### Assignment
Find the line with "thumb tip: (211, 178)". Repeat it and each line after it, exactly, down to the end of the records below.

(Data to use)

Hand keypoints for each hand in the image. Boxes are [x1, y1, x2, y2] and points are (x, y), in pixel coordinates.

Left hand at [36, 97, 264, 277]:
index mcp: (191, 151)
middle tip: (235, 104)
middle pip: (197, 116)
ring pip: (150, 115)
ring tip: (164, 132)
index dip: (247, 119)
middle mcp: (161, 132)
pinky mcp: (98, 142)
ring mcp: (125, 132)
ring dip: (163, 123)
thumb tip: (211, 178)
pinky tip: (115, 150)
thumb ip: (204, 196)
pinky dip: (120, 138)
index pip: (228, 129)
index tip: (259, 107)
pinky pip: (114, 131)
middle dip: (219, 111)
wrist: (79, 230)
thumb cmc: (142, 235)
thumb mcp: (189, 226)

(End Data to use)

### Solution
thumb tip: (211, 178)
pinky tip: (115, 150)
thumb ip: (204, 196)
pinky dip: (120, 138)
index pip: (228, 129)
index tip: (259, 107)
pinky pip: (114, 131)
middle dip: (219, 111)
wrist: (79, 230)
thumb cmc: (142, 235)
thumb mcp: (189, 226)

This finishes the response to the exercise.